Single point of leadership and accountability for project outcomes

Act as the person accountable to deliver the project outcomes. This includes the ultimate responsibility for decisions on implementation and fulfilling the promises made to seek approval. If you have two sponsors or two project ‘leaders’, fix it – this will erode accountability and will result in people bypassing you for decisions.

Collaborate on Expectations and Goals

Collaborate, clearly outline and communicate expectations and goals to the project team members. You cannot over communicate in a project. Utilise daily stand-ups, floor walks or whatever you need to get expectations and goals in front of the team at all times. Take a pulse check each week – ask “Do I understand what is expected of me this week and why I need to complete it?”

Front end loading

Optimise the Solution

Albert Einstein once said “If I had an hour to save the world, I would first spend 55 minutes defining the problem and only 5 minutes finding the solution.” Too often we are too eager to get started on building something when we don’t yet know what we are trying to solve.

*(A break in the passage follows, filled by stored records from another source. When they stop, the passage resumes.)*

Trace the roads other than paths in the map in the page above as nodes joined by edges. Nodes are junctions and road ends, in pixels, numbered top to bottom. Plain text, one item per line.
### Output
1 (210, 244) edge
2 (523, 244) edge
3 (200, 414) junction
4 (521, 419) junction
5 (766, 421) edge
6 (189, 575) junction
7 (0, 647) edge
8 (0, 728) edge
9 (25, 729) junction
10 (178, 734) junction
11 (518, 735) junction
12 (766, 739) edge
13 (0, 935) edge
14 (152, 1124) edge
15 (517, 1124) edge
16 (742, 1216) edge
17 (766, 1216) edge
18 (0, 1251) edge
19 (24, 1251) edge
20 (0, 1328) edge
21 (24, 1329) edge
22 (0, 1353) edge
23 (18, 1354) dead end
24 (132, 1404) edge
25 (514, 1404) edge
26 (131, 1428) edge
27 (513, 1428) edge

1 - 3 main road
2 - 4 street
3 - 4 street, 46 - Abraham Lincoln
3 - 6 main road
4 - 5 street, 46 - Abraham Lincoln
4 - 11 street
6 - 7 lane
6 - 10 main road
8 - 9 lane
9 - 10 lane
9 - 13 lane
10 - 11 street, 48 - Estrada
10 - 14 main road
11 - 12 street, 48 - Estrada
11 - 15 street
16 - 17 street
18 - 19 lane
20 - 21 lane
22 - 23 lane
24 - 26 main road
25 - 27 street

In a rush to build something, we end up delivering a product few people want and have spent far too much money on getting it out the door. After all, the right answer comes from asking better questions. It takes discipline and courage to investigate all possible project options and pursue the most optimised project solution. The most optimised solution ensures the best outcome for Telstra, its customers and minimises waste in delivery.

Adequate Planning

The key word here is adequate. This logically follows from the finding above. Don’t over plan for the phase you are in – undertake only sufficient analysis and planning to meet the phase objectives. Your aim is to achieve a significant level of accuracy and confidence in being able to move forward to the next phase of work. This includes making sure you have the resources allocated to you in order to move to the next phase successfully.

Manage Upwards Effectively

Manage requirements, expectations and perceptions from key business decision makers. Seek guidance on a regular basis from the key business leaders so that you can give confidence and direction to the project team.

Project Management at Telstra


Consistency and Discipline

Ensure consistency and discipline in keeping all project scope/features, schedule, cost, risk and other information up to date and transparent in systems, dojos, war rooms or any other common environment. The more you share, the smaller the perception that you are forming a moat around your project.

Don’t neglect your stakeholders

Ensure consistent, concise and unambiguous information and communication to stakeholders at all times. This includes producing status reports on a regular basis and to the satisfaction and needs of stakeholders, and inviting them into showcases at every opportunity. You are likely to run into the same stakeholders again on another project, so don’t walk away from your project with a bad reputation.

Applicable project experience

Demonstrate that you have the necessary skills and experience required for the project. This includes knowledge in the delivery way of working and in the product/content itself. If you don’t have it, make sure you obtain it during the project.


Independent reviews

Subscribe to independent reviews to tap into knowledge and experience so that the project can benefit from progressing into the next phase with greater confidence. Think of it like servicing your car every 6 months, rather than having to call a tow truck one night. Make the reviews proactive so that they occur in parallel to getting ready to move to the next phase.

Manage Change

Once you have agreed on a set of features or scope for the upcoming cycle or phase, keep changes to a minimum. Manage changes in a disciplined way so that everyone knows there is a proper process and so that the impact to deadlines, budgets and benefits are understood before those changes are carried out.

Manage Risk

Risks are measured uncertainties that could impact your project. At every opportunity, you should assess the risks against your project and make decisions accordingly so that the project is delivered with minimal unmitigated risk events.